[Xmca-l] Re: Imagination or Fantasy
HENRY SHONERD
hshonerd@gmail.com
Mon Dec 7 15:59:14 PST 2015
Annalis,
I think the following from your post relates to something that I have been thinking about imagination and fantasy since Ed Wall started the thread:
“...the mind can "as-if" overlap onto the world. I'd say this is imagination. It could also be fantasy, but that seems to have a different affective stance than imagination. Imagination still possesses that self-awareness that it is imagined. Fantasy seems to not have that in its extreme manifestation, thereby taking what is imagined in place of the external world.”

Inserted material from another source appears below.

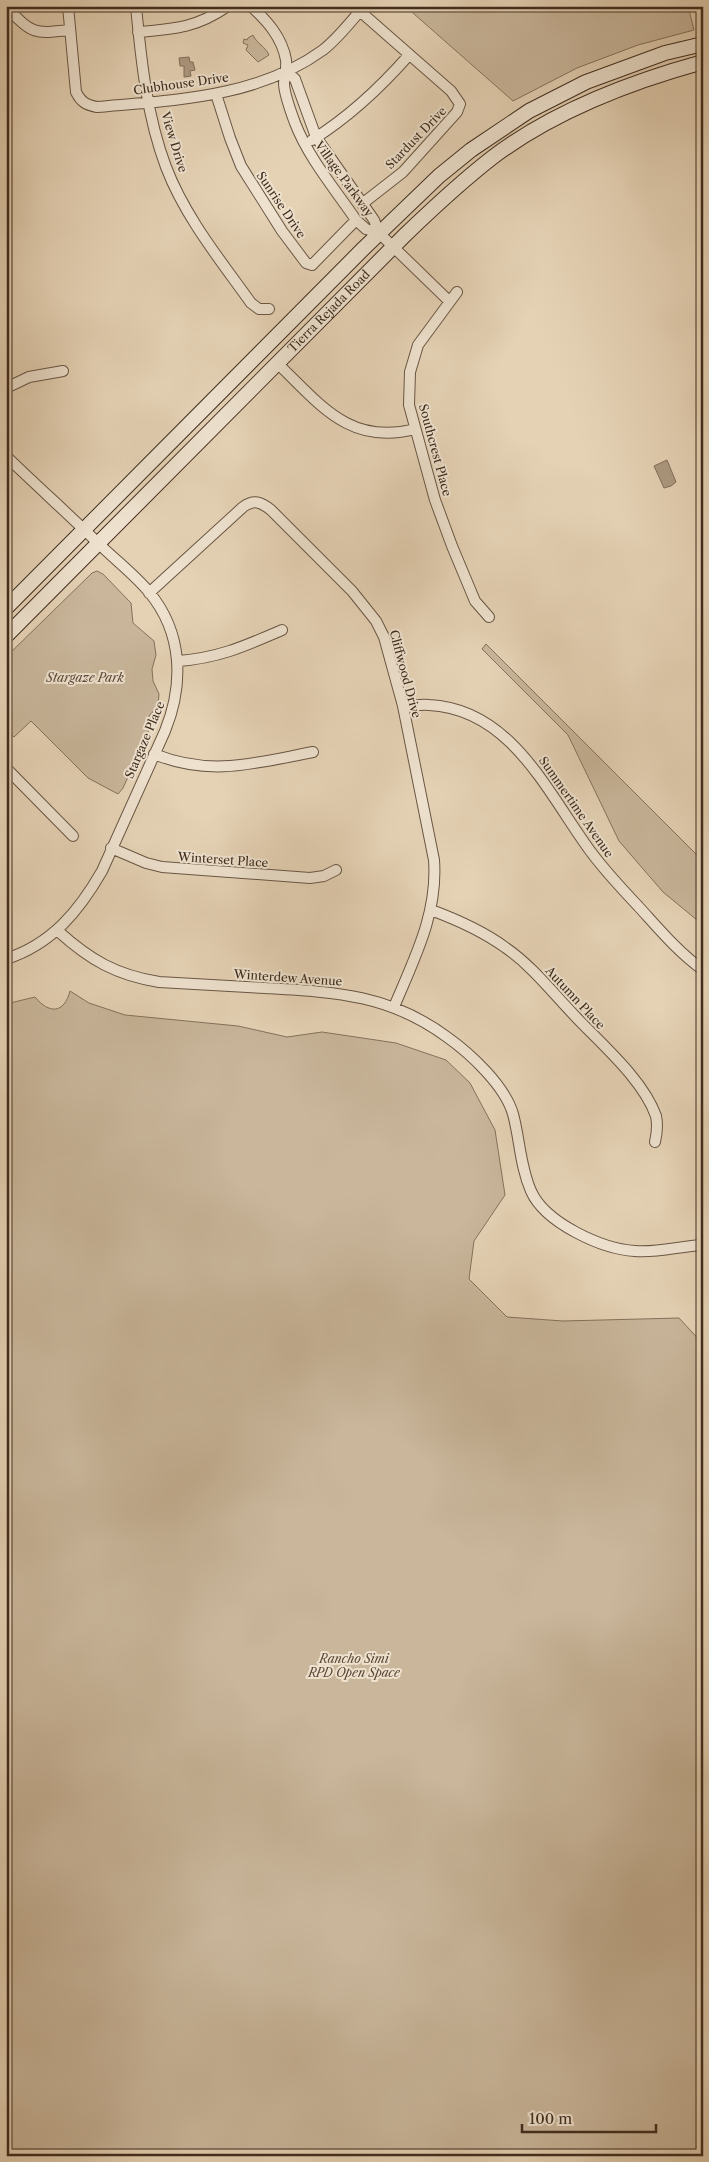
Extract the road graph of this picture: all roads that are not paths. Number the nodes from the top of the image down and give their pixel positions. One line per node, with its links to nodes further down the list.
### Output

For me fantasy lacks grounding. Ed Wall quoted Vygotsky:
> “It is characteristic for imagination that it does not stop at this path, that for it, the abstract is only an intermediate link, only a stage on the path of development, only a pass in the process of its movement to the concrete. From our point of view, imagination is a transforming, creative activity directed from a given concrete toward a new concrete.”
It seems to me that Imagination gets back to a new concrete and that fantasy does not, because, as you say, it takes “what is imagined in place of the real world”.
I think this can apply to both individuals and groups. And I wonder if it would be valid to take another concept from the “Vedic paradigm” that you reference, and that is the idea of “mara”, a state of mind that takes illusion for reality.
I have attached an RFP that I have had on my desktop for over a year that offers grants for “…for research and interventions projects on the measurement and improvement of imagination.” The diagram at the end of the RFP, and the overall tone of the RFP, seems to me to be infused with the commodification that you highlight in your post. Tellingly, “representation” is a term constantly used in the RFP. It also seems fair to say that the RFP construes imaginative and creative mind work as individual work, rather than something that needs involvement in collaborative projects.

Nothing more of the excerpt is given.